About this exercise = Print the data exactly. Pictures stay out.

Input for this task =
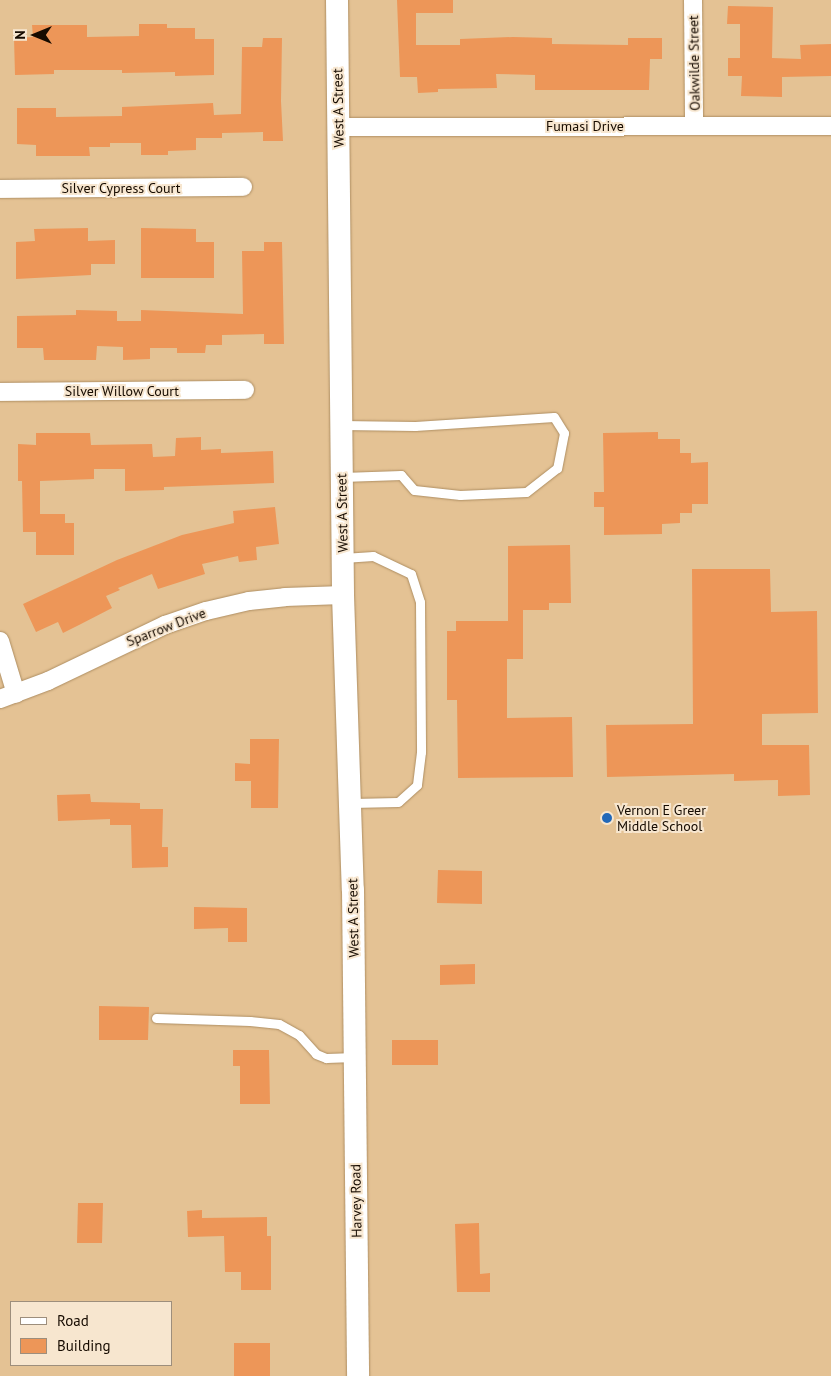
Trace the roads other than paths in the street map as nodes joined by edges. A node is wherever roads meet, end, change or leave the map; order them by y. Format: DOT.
graph roads {
  1 [pos="337,0"];
  2 [pos="693,0"];
  3 [pos="694,126"];
  4 [pos="831,126"];
  5 [pos="338,127"];
  6 [pos="243,187"];
  7 [pos="0,189"];
  8 [pos="245,390"];
  9 [pos="0,392"];
  10 [pos="341,425"];
  11 [pos="342,477"];
  12 [pos="343,558"];
  13 [pos="343,595"];
  14 [pos="0,641"];
  15 [pos="8,696"];
  16 [pos="350,803"];
  17 [pos="156,1018"];
  18 [pos="354,1026"];
  19 [pos="355,1058"];
  20 [pos="358,1376"];
  1 -- 5 [label="street, West A Street"];
  2 -- 3 [label="street, Oakwilde Street"];
  3 -- 4 [label="street, Fumasi Drive"];
  3 -- 5 [label="street, Fumasi Drive"];
  5 -- 10 [label="street, West A Street"];
  6 -- 7 [label="street, Silver Cypress Court"];
  8 -- 9 [label="street, Silver Willow Court"];
  10 -- 11 [label="street, West A Street"];
  10 -- 11 [label="lane"];
  11 -- 12 [label="street, West A Street"];
  12 -- 13 [label="street, West A Street"];
  12 -- 16 [label="lane"];
  13 -- 15 [label="street, Sparrow Drive"];
  13 -- 16 [label="street, West A Street"];
  14 -- 15 [label="street"];
  16 -- 18 [label="street, West A Street"];
  17 -- 19 [label="lane"];
  18 -- 19 [label="street, Harvey Road"];
  19 -- 20 [label="street, Harvey Road"];
}
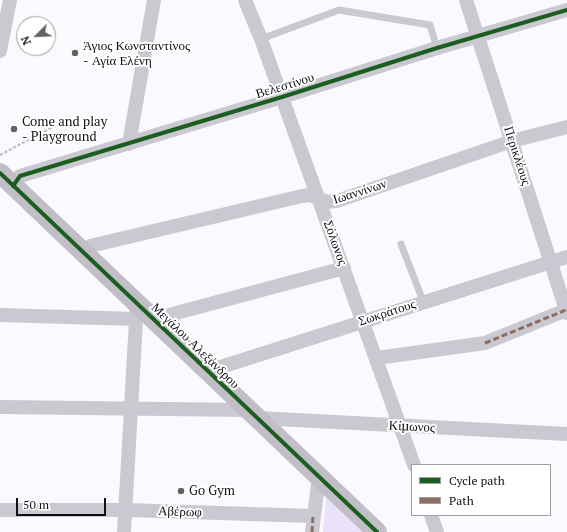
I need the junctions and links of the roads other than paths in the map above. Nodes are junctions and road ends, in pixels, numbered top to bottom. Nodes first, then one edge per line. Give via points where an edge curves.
1 (10, 0) edge
2 (154, 0) edge
3 (245, 0) edge
4 (466, 0) edge
5 (567, 10) edge
6 (478, 37) junction
7 (261, 39) junction
8 (437, 48) junction
9 (0, 51) edge
10 (282, 97) junction
11 (567, 127) edge
12 (512, 141) junction
13 (129, 144) junction
14 (3, 173) edge
15 (318, 197) junction
16 (401, 244) dead end
17 (82, 252) junction
18 (567, 257) edge
19 (551, 262) junction
20 (344, 268) junction
21 (423, 301) junction
22 (567, 312) edge
23 (142, 314) junction
24 (0, 315) edge
25 (363, 321) junction
26 (377, 358) junction
27 (208, 371) junction
28 (0, 408) edge
29 (131, 409) junction
30 (253, 414) junction
31 (401, 426) junction
32 (567, 434) edge
33 (414, 464) edge
34 (319, 477) junction
35 (0, 510) edge
36 (126, 510) junction
37 (313, 516) junction
38 (431, 516) edge
39 (124, 532) edge
40 (312, 532) edge
41 (377, 532) edge
42 (437, 532) edge

1 - 9 street
2 - 13 street
3 - 7 street, Σόλωνος
4 - 6 street, Περικλέους
5 - 6 street, Βελεστίνου
6 - 8 street, Βελεστίνου
6 - 12 street, Περικλέους
7 - 8 lane via 338,10 430,25
7 - 10 street, Σόλωνος
8 - 10 street, Βελεστίνου
10 - 13 street, Βελεστίνου
10 - 15 street, Σόλωνος
11 - 12 street, Ιωαννίνων
12 - 15 street, Ιωαννίνων via 337,201 327,202
12 - 19 street, Περικλέους
13 - 14 street, Βελεστίνου via 20,176
14 - 17 street, Μεγάλου Αλεξάνδρου
15 - 17 street, Ιωαννίνων via 310,194 295,197 90,246
15 - 20 street, Σόλωνος
16 - 21 lane
17 - 23 street, Μεγάλου Αλεξάνδρου
18 - 19 street, Σωκράτους
19 - 21 street, Σωκράτους
19 - 22 street, Περικλέους
20 - 23 street
20 - 25 street, Σόλωνος
21 - 25 street, Σωκράτους
22 - 26 street via 485,343
23 - 24 street
23 - 27 street, Μεγάλου Αλεξάνδρου
23 - 29 street
25 - 26 street, Σόλωνος
25 - 27 street, Σωκράτους
26 - 31 street, Σόλωνος
27 - 30 street, Μεγάλου Αλεξάνδρου
28 - 29 street, Κίμωνος
29 - 30 street, Κίμωνος
29 - 36 street
30 - 31 street, Κίμωνος
30 - 34 street, Μεγάλου Αλεξάνδρου
31 - 32 street, Κίμωνος
31 - 33 street, Σόλωνος
34 - 37 street
34 - 41 street, Μεγάλου Αλεξάνδρου
35 - 36 street, Αβέρωφ
36 - 37 street, Αβέρωφ
36 - 39 street
37 - 40 street
38 - 42 street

Written answer =
Trace the roads other than paths in the street map as nodes joined by edges. A node is wherever roads meet, end, change or leave the map; order them by y. Format: DOT.
graph roads {
  1 [pos="337,0"];
  2 [pos="693,0"];
  3 [pos="694,126"];
  4 [pos="831,126"];
  5 [pos="338,127"];
  6 [pos="243,187"];
  7 [pos="0,189"];
  8 [pos="245,390"];
  9 [pos="0,392"];
  10 [pos="341,425"];
  11 [pos="342,477"];
  12 [pos="343,558"];
  13 [pos="343,595"];
  14 [pos="0,641"];
  15 [pos="8,696"];
  16 [pos="350,803"];
  17 [pos="156,1018"];
  18 [pos="354,1026"];
  19 [pos="355,1058"];
  20 [pos="358,1376"];
  1 -- 5 [label="street, West A Street"];
  2 -- 3 [label="street, Oakwilde Street"];
  3 -- 4 [label="street, Fumasi Drive"];
  3 -- 5 [label="street, Fumasi Drive"];
  5 -- 10 [label="street, West A Street"];
  6 -- 7 [label="street, Silver Cypress Court"];
  8 -- 9 [label="street, Silver Willow Court"];
  10 -- 11 [label="street, West A Street"];
  10 -- 11 [label="lane"];
  11 -- 12 [label="street, West A Street"];
  12 -- 13 [label="street, West A Street"];
  12 -- 16 [label="lane"];
  13 -- 15 [label="street, Sparrow Drive"];
  13 -- 16 [label="street, West A Street"];
  14 -- 15 [label="street"];
  16 -- 18 [label="street, West A Street"];
  17 -- 19 [label="lane"];
  18 -- 19 [label="street, Harvey Road"];
  19 -- 20 [label="street, Harvey Road"];
}
I need the junctions and links of the roads other than paths in the map above. Nodes are junctions and road ends, in pixels, numbered top to bottom. Nodes first, then one edge per line. Give via points where an edge curves.
1 (10, 0) edge
2 (154, 0) edge
3 (245, 0) edge
4 (466, 0) edge
5 (567, 10) edge
6 (478, 37) junction
7 (261, 39) junction
8 (437, 48) junction
9 (0, 51) edge
10 (282, 97) junction
11 (567, 127) edge
12 (512, 141) junction
13 (129, 144) junction
14 (3, 173) edge
15 (318, 197) junction
16 (401, 244) dead end
17 (82, 252) junction
18 (567, 257) edge
19 (551, 262) junction
20 (344, 268) junction
21 (423, 301) junction
22 (567, 312) edge
23 (142, 314) junction
24 (0, 315) edge
25 (363, 321) junction
26 (377, 358) junction
27 (208, 371) junction
28 (0, 408) edge
29 (131, 409) junction
30 (253, 414) junction
31 (401, 426) junction
32 (567, 434) edge
33 (414, 464) edge
34 (319, 477) junction
35 (0, 510) edge
36 (126, 510) junction
37 (313, 516) junction
38 (431, 516) edge
39 (124, 532) edge
40 (312, 532) edge
41 (377, 532) edge
42 (437, 532) edge

1 - 9 street
2 - 13 street
3 - 7 street, Σόλωνος
4 - 6 street, Περικλέους
5 - 6 street, Βελεστίνου
6 - 8 street, Βελεστίνου
6 - 12 street, Περικλέους
7 - 8 lane via 338,10 430,25
7 - 10 street, Σόλωνος
8 - 10 street, Βελεστίνου
10 - 13 street, Βελεστίνου
10 - 15 street, Σόλωνος
11 - 12 street, Ιωαννίνων
12 - 15 street, Ιωαννίνων via 337,201 327,202
12 - 19 street, Περικλέους
13 - 14 street, Βελεστίνου via 20,176
14 - 17 street, Μεγάλου Αλεξάνδρου
15 - 17 street, Ιωαννίνων via 310,194 295,197 90,246
15 - 20 street, Σόλωνος
16 - 21 lane
17 - 23 street, Μεγάλου Αλεξάνδρου
18 - 19 street, Σωκράτους
19 - 21 street, Σωκράτους
19 - 22 street, Περικλέους
20 - 23 street
20 - 25 street, Σόλωνος
21 - 25 street, Σωκράτους
22 - 26 street via 485,343
23 - 24 street
23 - 27 street, Μεγάλου Αλεξάνδρου
23 - 29 street
25 - 26 street, Σόλωνος
25 - 27 street, Σωκράτους
26 - 31 street, Σόλωνος
27 - 30 street, Μεγάλου Αλεξάνδρου
28 - 29 street, Κίμωνος
29 - 30 street, Κίμωνος
29 - 36 street
30 - 31 street, Κίμωνος
30 - 34 street, Μεγάλου Αλεξάνδρου
31 - 32 street, Κίμωνος
31 - 33 street, Σόλωνος
34 - 37 street
34 - 41 street, Μεγάλου Αλεξάνδρου
35 - 36 street, Αβέρωφ
36 - 37 street, Αβέρωφ
36 - 39 street
37 - 40 street
38 - 42 street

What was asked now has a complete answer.